Why does scipy minimize return such bad estimates?-CodePudding

I'm trying to use scipy minimize to estimate a parameter from an ODE system, which is pretty straightforward, however the methods I used aren't returning values anywhere near what the value should be. My parameter beta, should have a value estimated to be around 0.42. I am sure that this method is correct, so i can't understand why the estimates are so off

import numpy as np
from scipy.integrate import odeint
from scipy.optimize import minimize
from scipy.optimize import minimize_scalar
import pandas as pd
from scipy.optimize import leastsq

t = np.linspace(0, 77, 77 1)
d = {'Week': [t[7],t[14],t[21],t[28],t[35],t[42],t[49],t[56],t[63],t[70],t[77]], 
     'incidence': [206.1705794,2813.420201,11827.9453,30497.58655,10757.66954,
                   7071.878779,3046.752723,1314.222882,765.9763902,201.3800578,109.8982006]}
df = pd.DataFrame(data=d)

def peak_infections(beta, df):
 
    # Weeks for which the ODE system will be solved
    #weeks = df.Week.to_numpy()

    # Total population, N.
    N = 100000
    # Initial number of infected and recovered individuals, I0 and R0.
    I0, R0 = 10, 0
    # Everyone else, S0, is susceptible to infection initially.
    S0 = N - I0 - R0
    J0 = I0
    # Contact rate, beta, and mean recovery rate, gamma, (in 1/days).
    #reproductive no.

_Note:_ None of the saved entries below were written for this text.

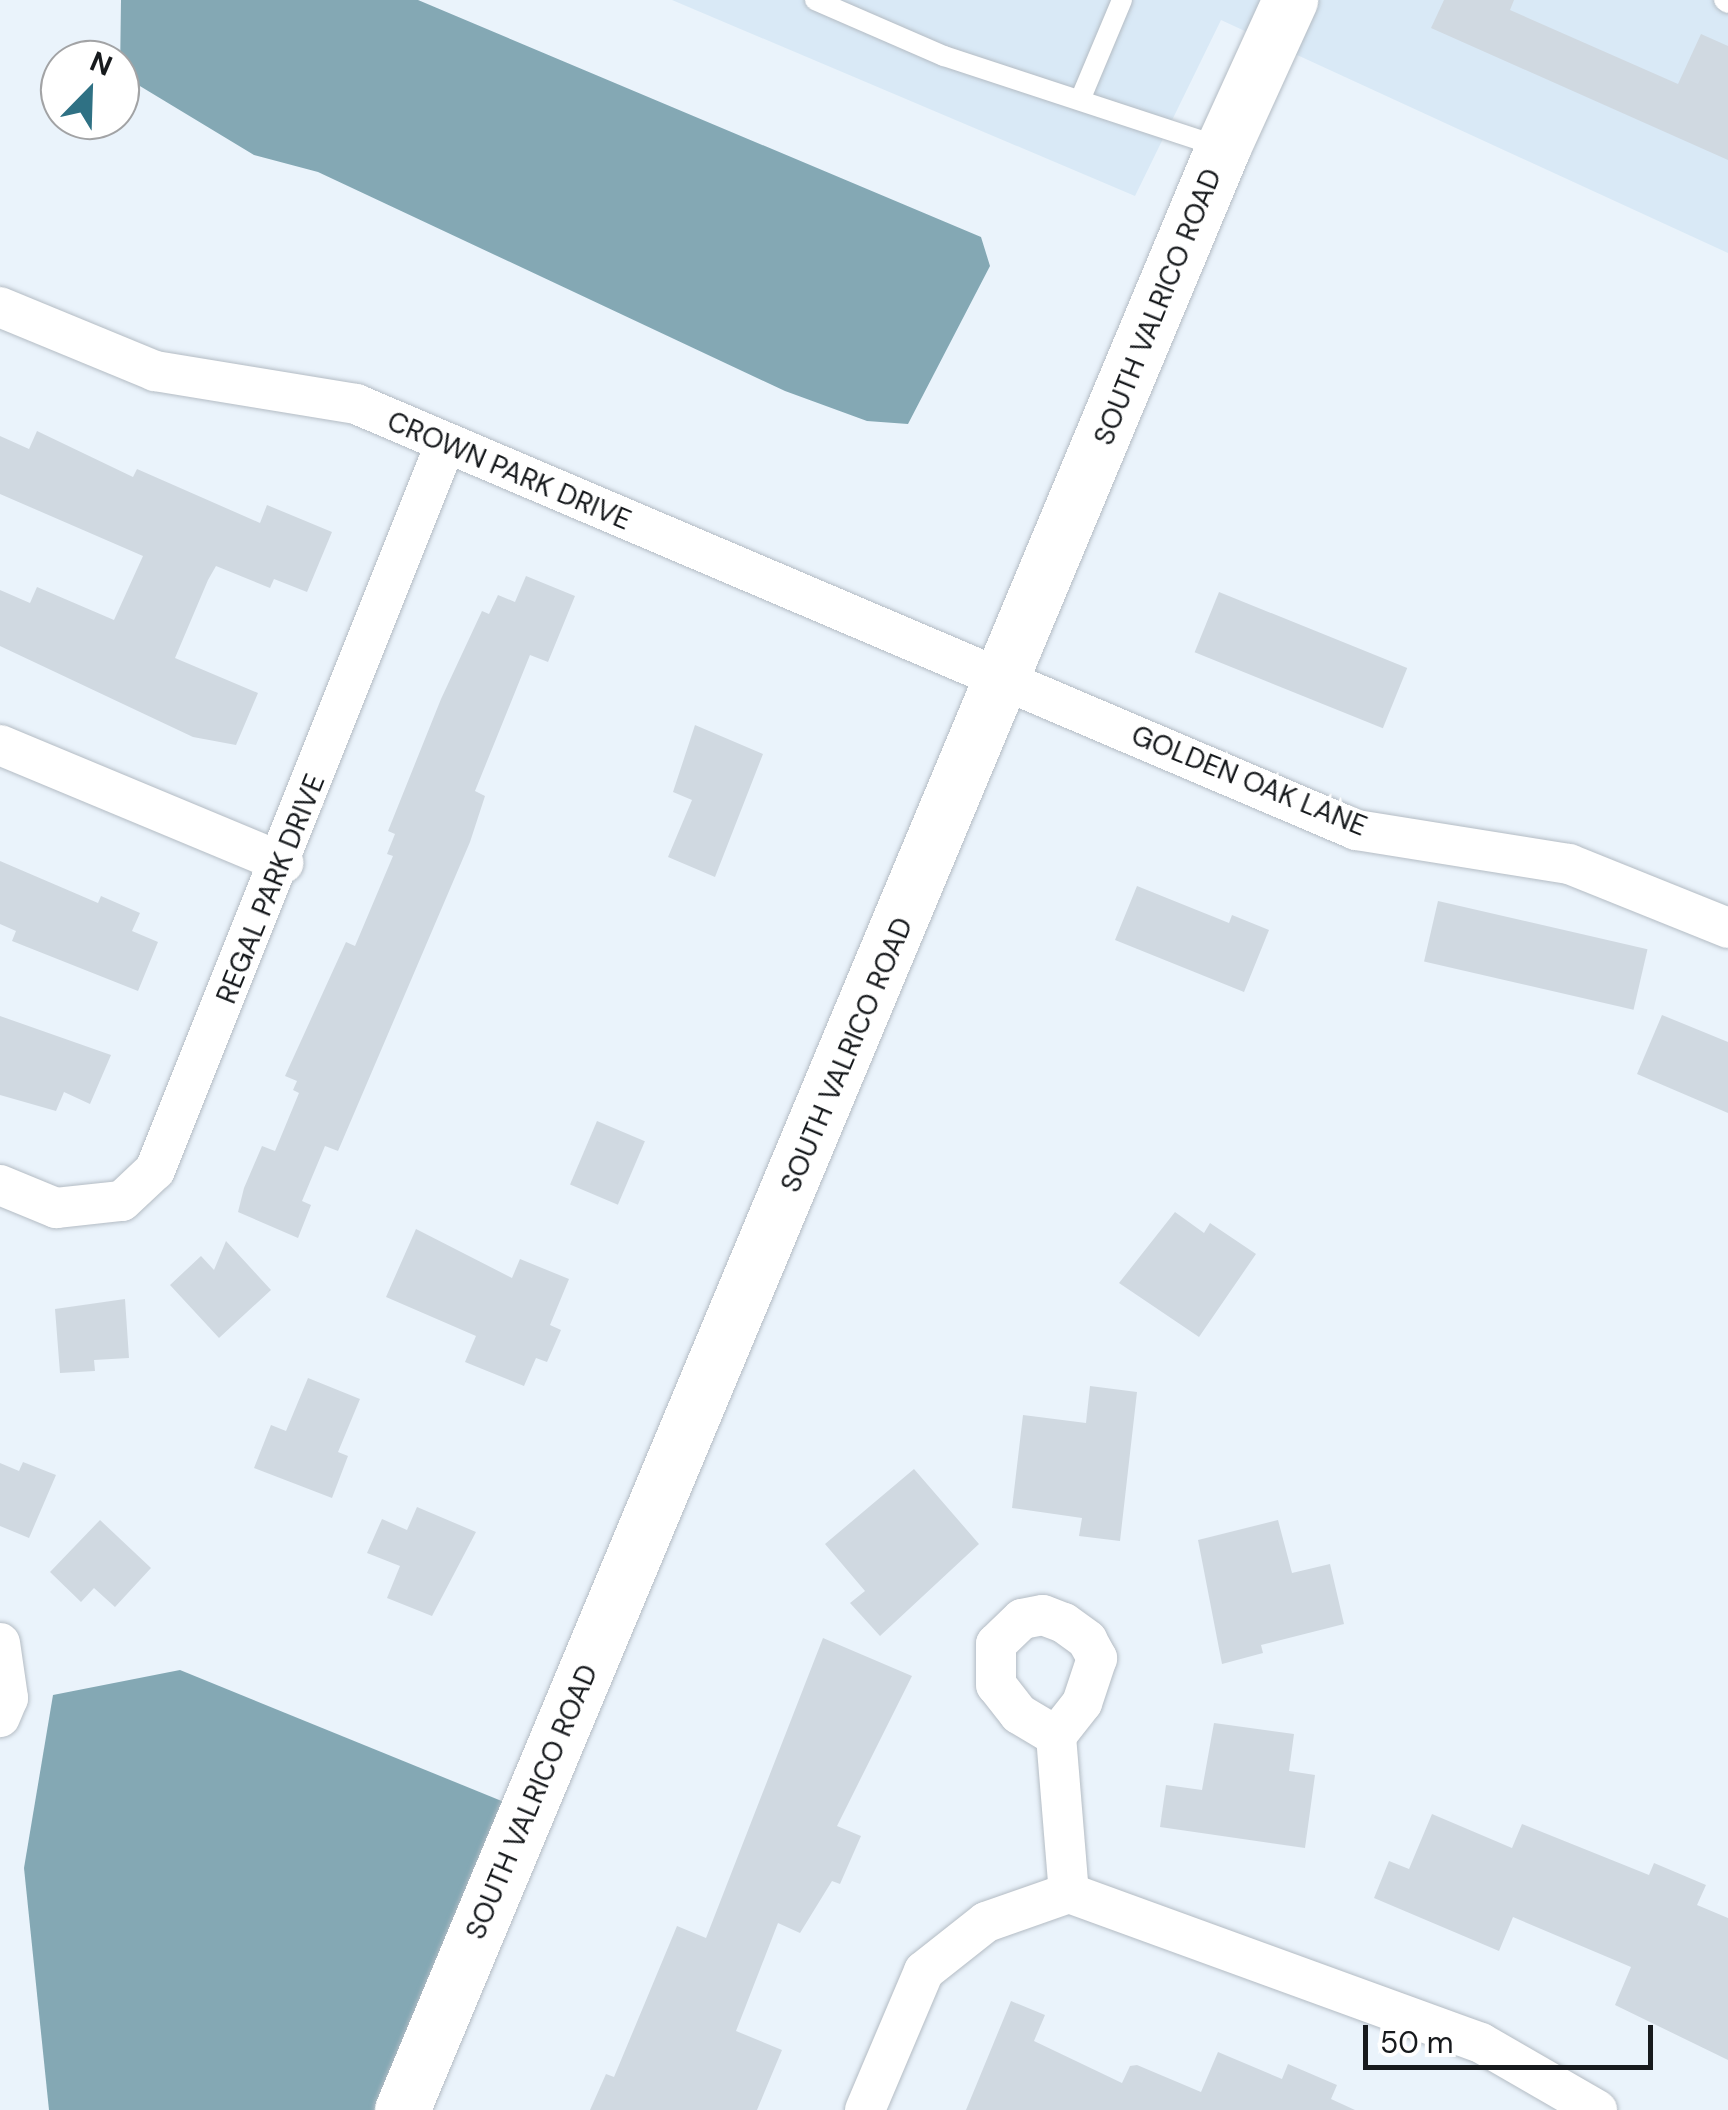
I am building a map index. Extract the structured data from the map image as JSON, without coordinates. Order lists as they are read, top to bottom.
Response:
{
  "streets": {
    "street": [
      "SOUTH VALRICO ROAD",
      "CROWN PARK DRIVE",
      "GOLDEN OAK LANE",
      "REGAL PARK DRIVE"
    ]
  },
  "crossings": [
    ["SOUTH VALRICO ROAD", "CROWN PARK DRIVE"],
    ["SOUTH VALRICO ROAD", "GOLDEN OAK LANE"],
    ["CROWN PARK DRIVE", "GOLDEN OAK LANE"],
    ["CROWN PARK DRIVE", "REGAL PARK DRIVE"]
  ],
  "scale_bar": "50 m",
  "north": "top right"
}
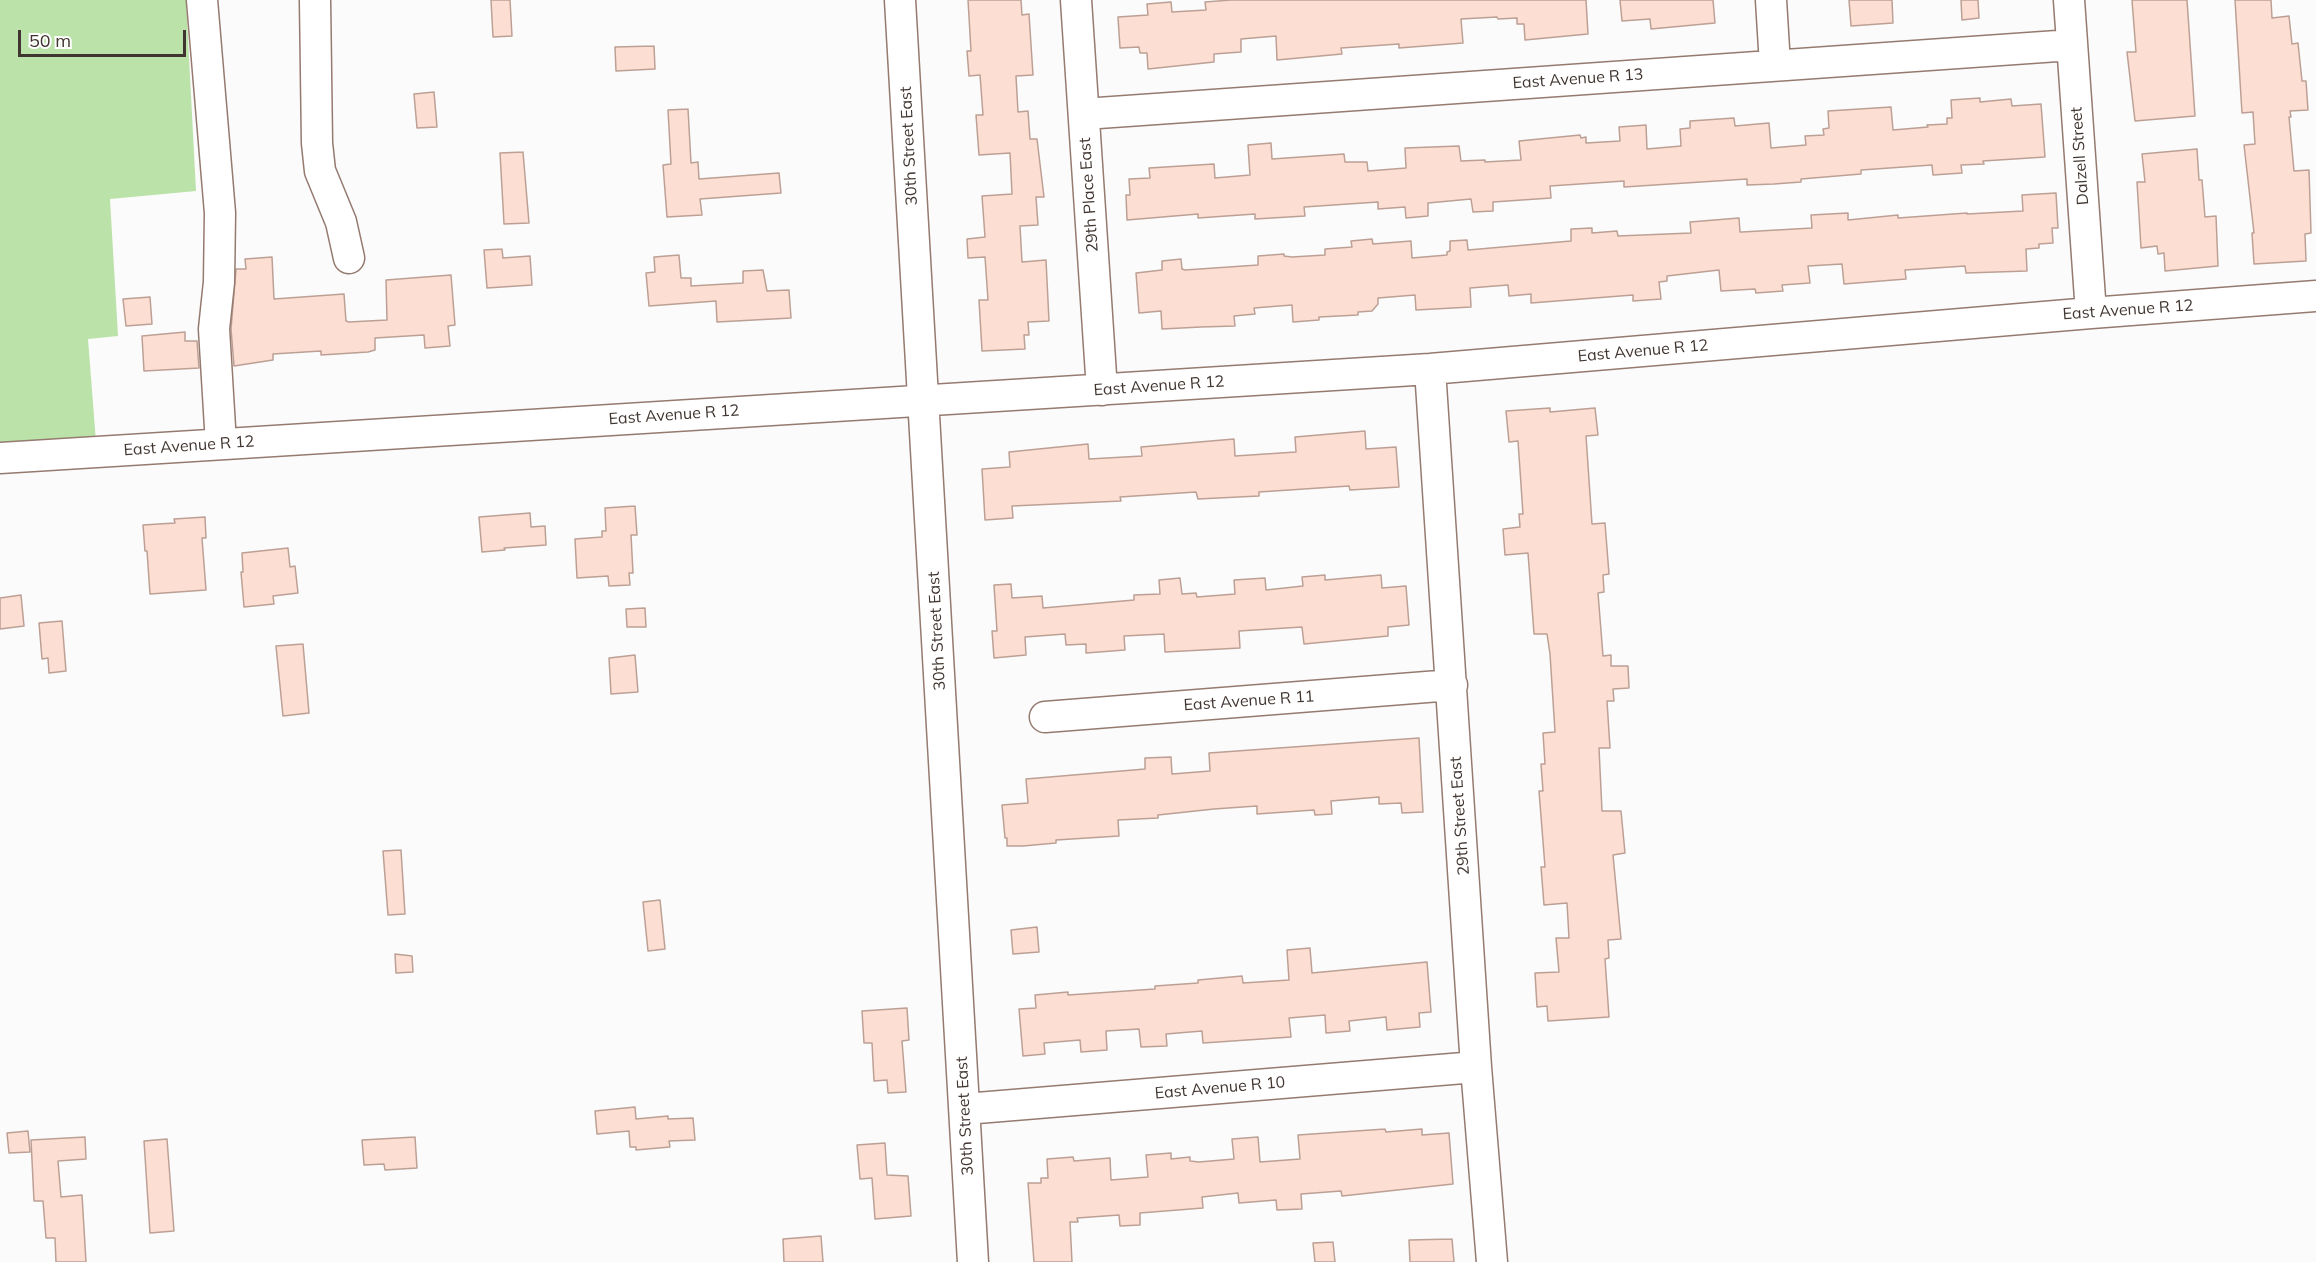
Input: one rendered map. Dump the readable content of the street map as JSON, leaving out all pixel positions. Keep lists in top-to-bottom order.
{
  "streets": {
    "street": [
      "East Avenue R 13",
      "30th Street East",
      "Dalzell Street",
      "29th Place East",
      "East Avenue R 12",
      "East Avenue R 11",
      "29th Street East",
      "East Avenue R 10"
    ]
  },
  "crossings": [
    ["East Avenue R 13", "Dalzell Street"],
    ["East Avenue R 13", "29th Place East"],
    ["30th Street East", "East Avenue R 12"],
    ["30th Street East", "East Avenue R 10"],
    ["Dalzell Street", "East Avenue R 12"],
    ["29th Place East", "East Avenue R 12"],
    ["East Avenue R 12", "29th Street East"],
    ["East Avenue R 11", "29th Street East"],
    ["29th Street East", "East Avenue R 10"]
  ],
  "scale_bar": "50 m"
}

R zero is beta/gamma
    gamma = 1/6 #rate should be in weeks now
    # A grid of time points 
    times = np.arange(7,84,7)

    # The SIR model differential equations.
    def deriv(y, times, N, beta, gamma):
        S, I, R, J = y
        dS = ((-beta * S * I) / N)
        dI = ((beta * S * I) / N) - (gamma * I)
        dR = (gamma * I)
        dJ = ((beta * S * I) / N) #incidence
        return dS, dI, dR, dJ

    # Initial conditions are S0, I0, R0
    # Integrate the SIR equations over the time grid, t.
    solve = odeint(deriv, (S0, I0, R0, J0), times, args=(N, beta, gamma))
    S, I, R, J = solve.T

    return I/N

def residual(x, df):

    # Total population,  N.
    N = 100000
    incidence = df.incidence.to_numpy()/N
    return np.sum((peak_infections(x,df) - incidence) ** 2)

x0 = 0.5
res = minimize(residual, x0, args=(df), method="Nelder-Mead", options={'fatol':1e-04}).x
print(res)

best = leastsq(residual, x0,args=(df))
print(best) #tried this using leastsq too

results = minimize_scalar(residual,(0.4, 0.5),args=(df))
print(results)
results['fun']

As you can see I have used minimize, minimize_scalar and even leastsq. They all returns values such as 0.723. Where have I gone wrong? Is my objective function return np.sum((peak_infections(x,df) - incidence) ** 2) at least correct?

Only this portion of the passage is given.